Un nemico che ti vuole bene

Un nemico che ti vuole bene è un film di genere commedia, thriller del 2018, diretto da Denis Rabaglia ed interpretato da: Diego Abatantuono, Antonio Folletto, Sandra Milo, Antonio Catania, Ugo Conti, Massimo Ghini, Andrea Preti, Roberto Ciufoli, Mirko Trovato.


Un nemico che ti vuole bene, il film diretto da Denis Rabaglia, vede protagonista il professore Enzo Stefanelli (Diego Abatantuono).

Una notte di pioggia l’uomo salva la vita a un giovane ferito da un’arma da fuoco. In cambio l’uomo colpito (Antonio Folletto), un killer di professione, gli promette di trovare e uccidere un suo nemico, chiunque esso sia. Anche se Enzo insiste nell’affermare di non avere un nemico, il giovane si mette a cercarne uno, creando il caos nella vita del professore. Dapprima scettico, finalmente Enzo apre gli occhi sulla sua vita e sulle persone che lo circondano…

Riuscirà Enzo a individuare il suo vero nemico?

E come si comporterà il killer, ormai diventato il suo unico amico?

E se fosse vero che ognuno di noi ha un nemico da eliminare?

Il perfetto incipit da commedia del film sarebbe tratto da una storia realmente accaduta, raccontata a Rabaglia da alcuni colleghi georgiani. Racconto ingigantito o verità incredibile, pare proprio che in quel paese un sicario abbia deciso di ricompensare l’uomo che gli aveva salvato la vita offrendosi di uccidere per lui una persona per lui scomoda, a titolo gratuito. Tutti abbiamo dei nemici; è questo l’assunto da cui parte il film di Rabaglia, che vede il professore Enzo Stefanelli (Diego Abatantuono) continuamente vessato da una famiglia di parassiti e approfittatori che vivono grazie ai suoi soldi, senza un briciolo di riconoscenza.

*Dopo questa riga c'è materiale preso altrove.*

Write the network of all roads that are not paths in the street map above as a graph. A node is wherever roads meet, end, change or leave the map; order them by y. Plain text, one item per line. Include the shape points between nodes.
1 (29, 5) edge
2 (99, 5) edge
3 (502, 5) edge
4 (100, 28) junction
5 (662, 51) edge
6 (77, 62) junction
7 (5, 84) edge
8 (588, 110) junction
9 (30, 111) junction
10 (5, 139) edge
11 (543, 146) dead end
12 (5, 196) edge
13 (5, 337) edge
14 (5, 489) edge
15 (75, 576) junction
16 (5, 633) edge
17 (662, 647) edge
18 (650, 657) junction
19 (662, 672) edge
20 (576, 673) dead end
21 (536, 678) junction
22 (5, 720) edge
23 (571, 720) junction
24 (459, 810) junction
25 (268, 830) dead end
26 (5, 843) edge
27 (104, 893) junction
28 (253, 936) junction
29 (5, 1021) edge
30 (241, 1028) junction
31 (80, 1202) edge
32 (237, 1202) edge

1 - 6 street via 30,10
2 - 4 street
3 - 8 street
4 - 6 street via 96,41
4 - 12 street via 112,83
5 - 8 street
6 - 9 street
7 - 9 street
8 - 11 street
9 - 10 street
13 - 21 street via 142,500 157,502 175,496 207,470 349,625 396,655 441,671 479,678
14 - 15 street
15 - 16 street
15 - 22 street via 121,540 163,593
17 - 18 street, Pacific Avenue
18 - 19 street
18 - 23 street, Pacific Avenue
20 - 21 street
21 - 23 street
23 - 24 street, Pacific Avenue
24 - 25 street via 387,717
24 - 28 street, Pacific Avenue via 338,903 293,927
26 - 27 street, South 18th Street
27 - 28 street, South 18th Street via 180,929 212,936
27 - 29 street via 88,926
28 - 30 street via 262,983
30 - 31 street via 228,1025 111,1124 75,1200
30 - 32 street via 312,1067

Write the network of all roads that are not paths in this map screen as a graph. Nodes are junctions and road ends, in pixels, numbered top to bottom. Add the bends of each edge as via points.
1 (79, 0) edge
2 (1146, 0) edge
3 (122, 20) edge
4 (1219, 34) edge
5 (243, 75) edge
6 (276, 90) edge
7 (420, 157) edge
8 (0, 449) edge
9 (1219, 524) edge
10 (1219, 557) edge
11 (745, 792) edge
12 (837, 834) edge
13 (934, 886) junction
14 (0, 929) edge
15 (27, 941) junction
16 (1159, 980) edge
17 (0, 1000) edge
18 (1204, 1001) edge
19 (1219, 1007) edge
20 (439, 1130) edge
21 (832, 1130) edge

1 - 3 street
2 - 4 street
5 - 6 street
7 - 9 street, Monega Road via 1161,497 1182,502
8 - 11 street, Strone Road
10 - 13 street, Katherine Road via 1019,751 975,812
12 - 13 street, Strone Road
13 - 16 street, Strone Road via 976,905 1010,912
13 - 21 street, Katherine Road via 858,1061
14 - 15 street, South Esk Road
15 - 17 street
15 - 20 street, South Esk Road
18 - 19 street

Il concetto di partenza è chiaro, tutti abbiamo dei nemici. Di cui non siamo consapevoli a volte, perchè li vogliamo ingnorare, e vogliamo credere siano soltanto una nostra fantasia, vogliamo credere sia il principio di una mania di persecuzione, e nient’altro che una giustificazione dei nostri demeriti. O perchè da persone perbene, con fatica abbracciamo le regole di un mondo di lupi, con fatica accettiamo di abituarci ai comportamenti disonesti, e certi problemi preferiamo allontanarli da noi, osservarli da lontano, come qualcosa che non ci riguarda, convinti che girando la testa si possa evitare di vedere il male. Questo cambiamento, questo approccio alla vita differente, basato sulla trasformazione del personaggio principale, innanzitutto, è la regola prima di ogni schema classico di sceneggiatura. Da uomo ingenuo qual è Enzo cerca un riscatto per diventare qualcosa d’altro, pur senza sapere bene cosa, ed è proprio attraverso il ribaltamento che il regista punta a creare delle situazioni comiche, e lo schema, per certi versi, funziona efficacemente. L’arco di trasformazione oltre a lui coinvolge Salvatore, che avrà la sua occasione di redimersi, mentre gli altri personaggi, non proprio secondari, sono lasciati ad orbitare senza troppe soluzioni dentro l’ingranaggio, forse troppo marginali per l’importanza effettiva ed il peso specifico che hanno nel bilancio complessivo del film.

Letta a tavolino, la sceneggiatura è un colabrodo: perché il sicario dovrebbe invadere la vita del suo salvatore? Perché andare a letto con la figlia? Superato il prologo, tutto diventa pretestuoso e un po’ incongruo, fino a un epilogo abbastanza sgangherato.

Nonostante questo, la perplessità e lo sconforto con cui Abatantuono attraversa il film, informandosi con la curiosità del neofita sul mestiere del nuovo amico e reagendo alla maleducazione dei suoi familiari, dicono a sufficienza della possibilità intatta di un cinema di puro mascheramento, del valore del capocomico dentro la farsa d’arte, quando la qualità dell’interprete è già storica.

La scelta di Rabaglia di abbandonare il thriller puro, al quale lo spunto narrativo ben si prestava, per un racconto più leggero e divertente, paga nella riuscita finale del film, che si tiene sempre in perfetto equilibrio tra divertimento e inquietudine, grazie a tecnici e cast che hanno regalato al girato un’armonia rara. Rabaglia muove la telecamera ad arte, sia nella location pugliese che in quella svizzera. Per i fan di Abatantuono sarà interessante riconoscere nella casa al mare del professore la dimora de “Il giudice Mastrangelo”.